“The water and the people are intertwined in every way.” – Deepa Joshi, feminist and political ecologist currently coordinating two projects on the themes of environmental justice and climate change in the Eastern Himalayas.
Ms. Joshi was one of several powerful international speakers at the Hydro Impacted conference I attended last weekend in Winnipeg. Ki Ta Ski Naw, meaning “our land”, was held on the original lands of Anishinaabeg, Cree, Oji-Cree, Dakota, and Dene peoples, and the homeland of the Métis Nation. Organized by Wa Ni Ska Tan, an alliance of hydro impacted communities, the conference brought together people fighting against the impacts of hydro in their communities across Turtle Island and internationally.

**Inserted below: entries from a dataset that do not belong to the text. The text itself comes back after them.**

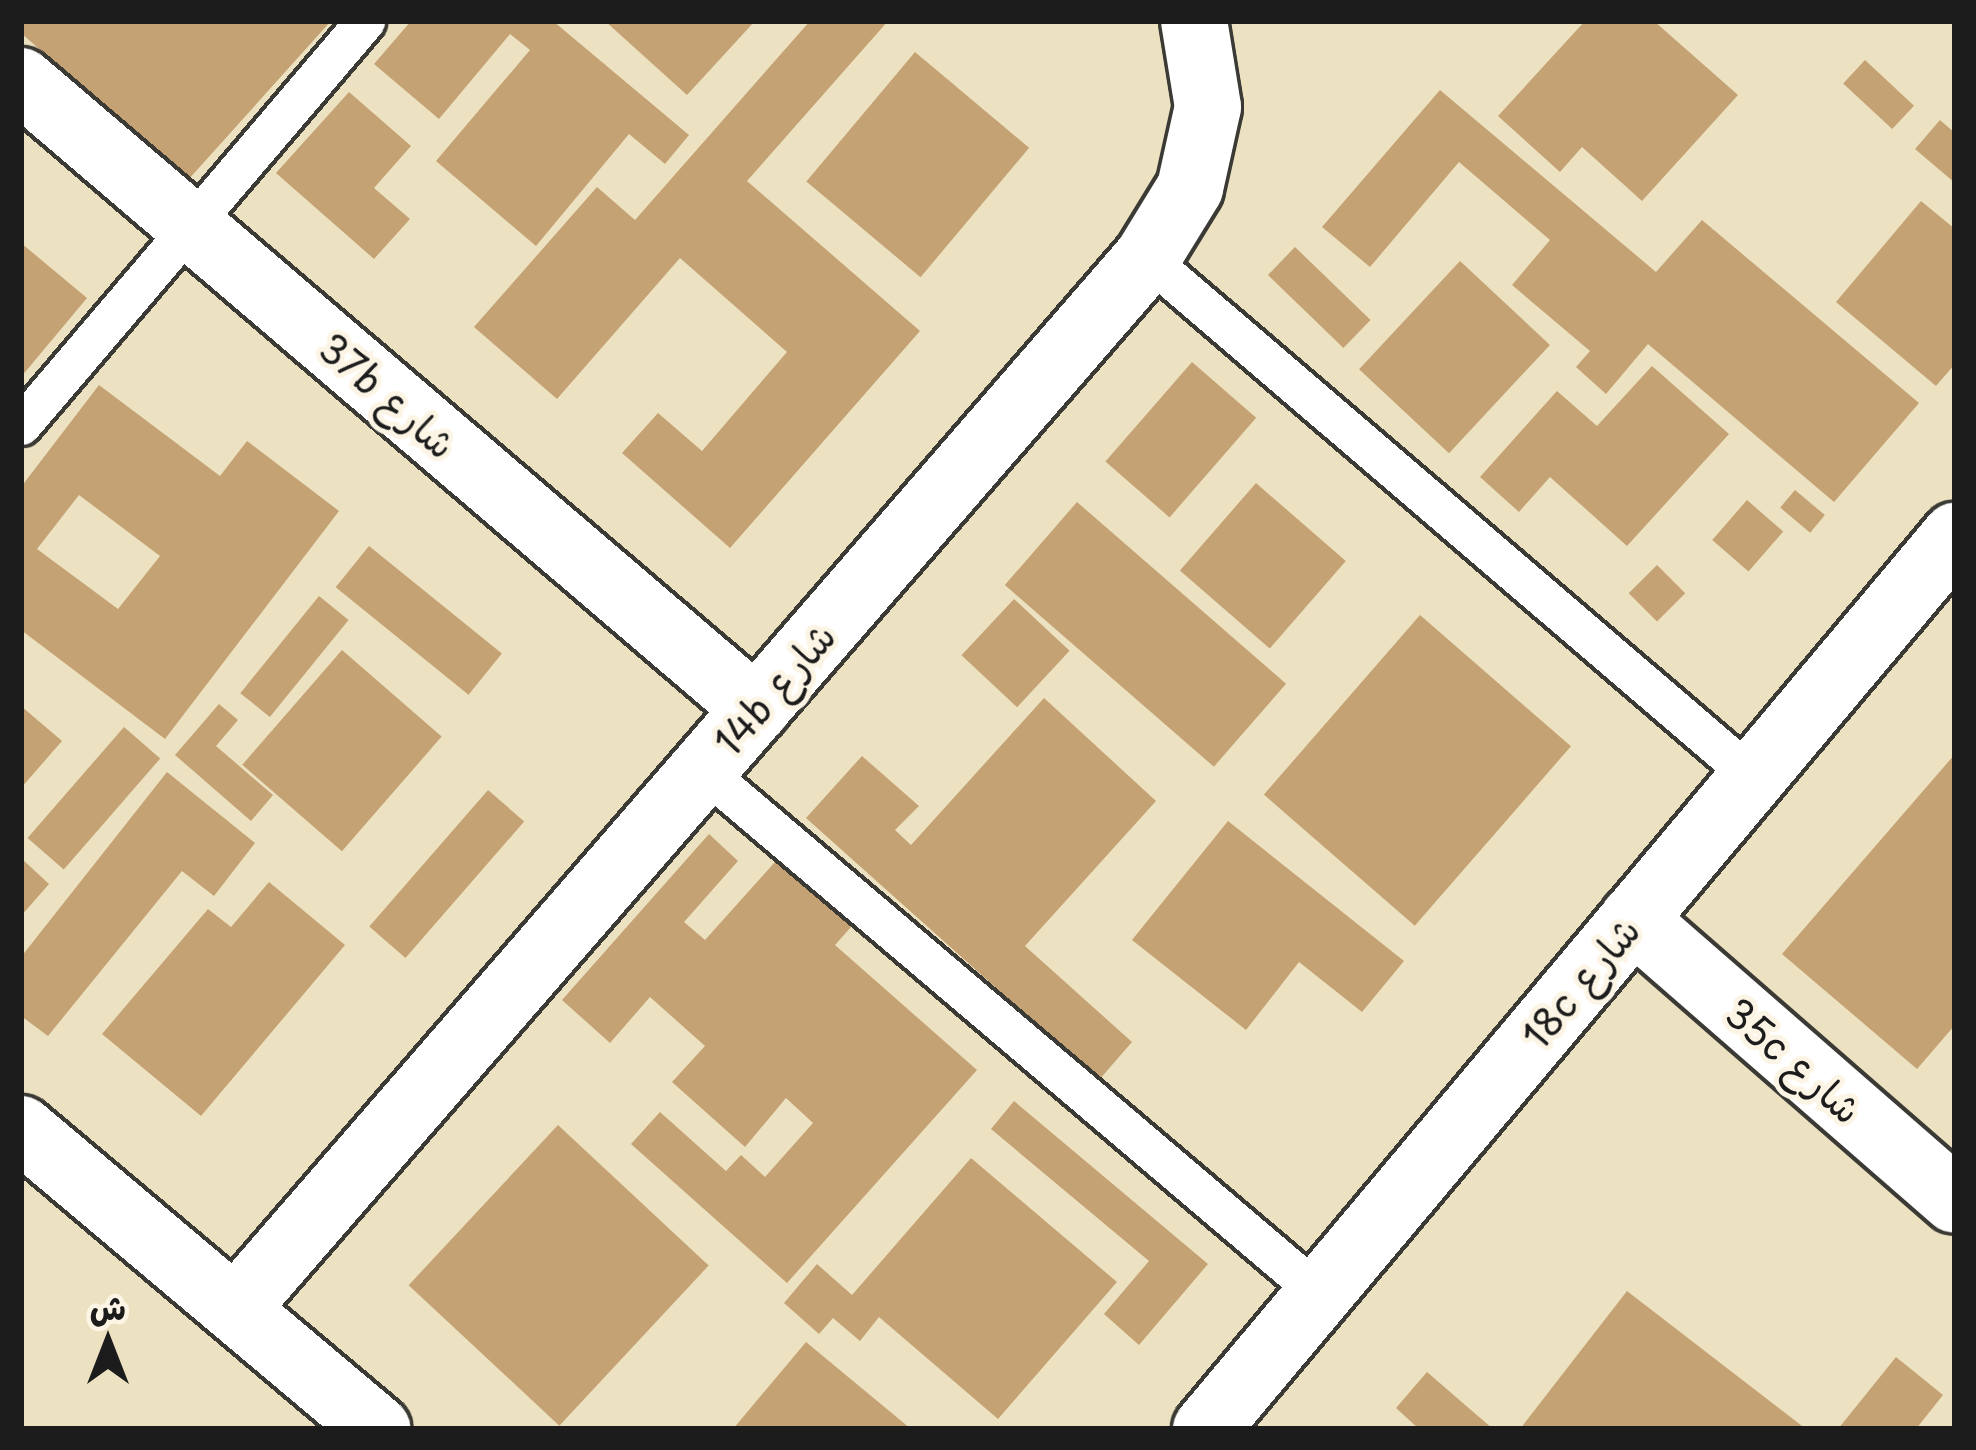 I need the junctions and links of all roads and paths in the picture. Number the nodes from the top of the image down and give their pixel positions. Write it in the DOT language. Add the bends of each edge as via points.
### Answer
graph roads {
  1 [pos="365,21"];
  2 [pos="1194,21"];
  3 [pos="21,81"];
  4 [pos="190,226"];
  5 [pos="1147,258"];
  6 [pos="21,424"];
  7 [pos="1955,536"];
  8 [pos="756,709"];
  9 [pos="703,770"];
  10 [pos="1754,776"];
  11 [pos="1633,919"];
  12 [pos="21,1129"];
  13 [pos="1955,1200"];
  14 [pos="1319,1294"];
  15 [pos="235,1309"];
  16 [pos="377,1429"];
  17 [pos="1207,1429"];
  1 -- 4 [label="lane"];
  2 -- 5 [label="street, 14b شارع" via="1208,107 1190,188"];
  3 -- 4 [label="street, 37b شارع"];
  4 -- 6 [label="lane"];
  4 -- 8 [label="street, 37b شارع"];
  5 -- 8 [label="street, 14b شارع"];
  5 -- 10 [label="lane"];
  7 -- 10 [label="street, 18c شارع"];
  8 -- 9 [label="street, 14b شارع"];
  9 -- 14 [label="lane"];
  9 -- 15 [label="street, 14b شارع"];
  10 -- 11 [label="street, 18c شارع"];
  11 -- 13 [label="street, 35c شارع"];
  11 -- 14 [label="street, 18c شارع"];
  12 -- 15 [label="street"];
  14 -- 17 [label="street, 18c شارع"];
  15 -- 16 [label="street"];
} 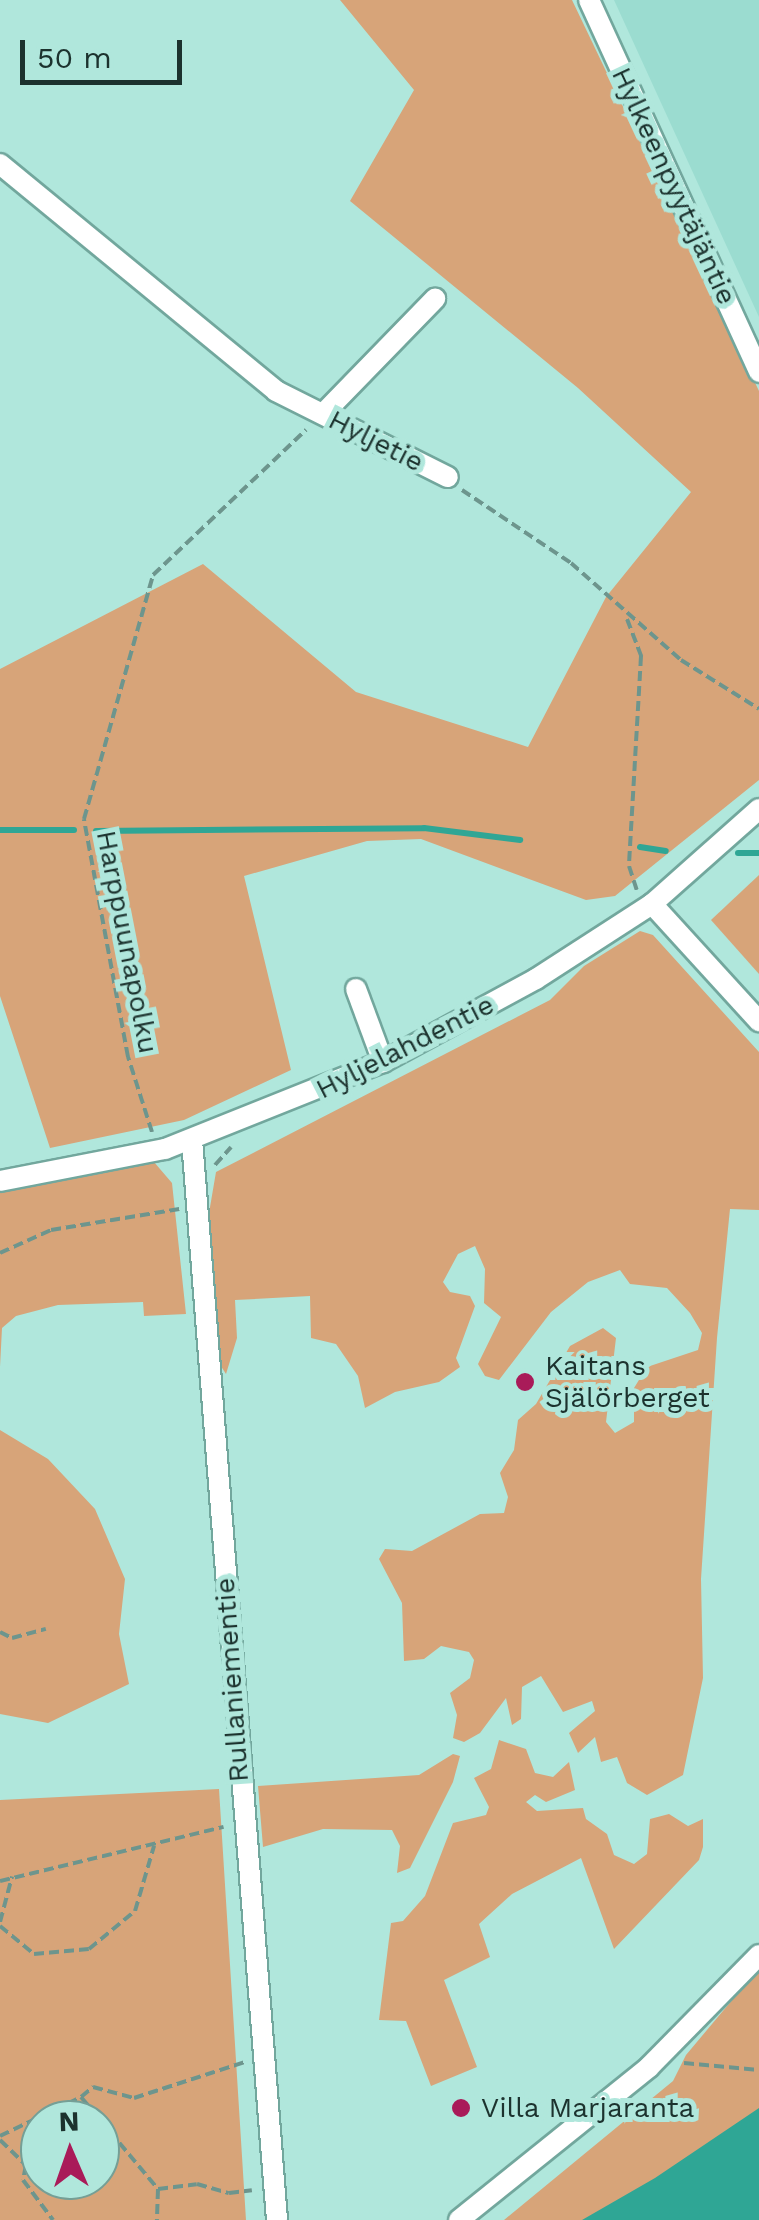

Overwhelmingly, downstream communities everywhere are feeling the impacts of large-scale hydroelectric dams and are largely being ignored or oppressed by government and industry alike. Many speakers pointed to a fundamental flaw in the system overall, created by capitalism – the desire for profit and for control or power outweighing the desire to do what is right for the community and the ecosystem.
Doing what is right, according to one passionate speaker from Colombia, is “not just to stop building dams, but also to take down those already established, to liberate the world’s rivers.”
The fight against big hydroelectric dams is not new, nor is it new to us. Maude Barlow, now the honourary chairperson of the Council of Canadians, outlined the arguments for our opposition back in 2013 here. The impacts to local and downstream communities are clear, but in terms of hydro being a false solution to the climate crisis, I’ll reiterate the research shows the amount of GHG emissions is extremely high, from both building the dam as well as the methane released from the reservoir area (due to rotting organic materials, predominantly).
The experiences brought forward at the conference from speakers locally and from India, Brazil, Colombia, Panama, all reflect similar devastation to the local community. The destruction to the river and environment, to local food sources as a result of mercury or methlymercury poisoning, and the displacement of people are impacts that cannot be reversed or appropriately mitigated.
Mitigation isn’t something most energy corporations or governments are interested in either way. With the Muskrat Falls dam, the government of Newfoundland and Labrador had agreed to cap the wetlands per the Independent Expert Advisory Committee (IEAC) agreement, but ultimately ran out of time and so it was never done.
In Manitoba, agreements have also been attempted by local communities with Manitoba Hydro, but from communities represented at the conference, agreements are not enough. Wa Ni Ska Tan calls on the Manitoba Government to:
- Share water rental payments received from Hydro with impacted communities.
- Commission an independent, credible body to conduct an operational review of Manitoba Hydro.
- Stop allowing Manitoba Hydro to deviate from its originally approved Churchill River Diversion Licence.
- Seriously review options to alter operations and reduce impacts before granting final licences and licence renewals.
Although a map of hydro projects has yet to be created for this place we call Canada, as far as we know, Panama is covered with dams as shown in this image.
Long-time friends of ours from Labrador, Denise Cole and Roberta Benefiel, along with US ally and new to me friend Meg Sheehan of the North American Megadam Resistance Alliance delivered a workshop at the conference entitled, “Megadams = Megadamage: Building US/Canadian Alliances Centred on Grassroots Resistance”. Lots of info shared about the resistance on the ground in Happy Valley-Goose Bay, Labrador, to the Muskrat Falls project, along with the resistance happening in the north-eastern US to proposed corridors for energy transmission from Labrador. We workshopped some ideas for supporting these movements and have many plans to further develop!
All in all, it was very worthwhile to reconnect with allies from Newfoundland and Labrador, hear from other predominantly Indigenous frontline communities struggling to protect the water, the land and the local community from the impacts of hydro, and to recommit to being part of a movement – we are stronger together!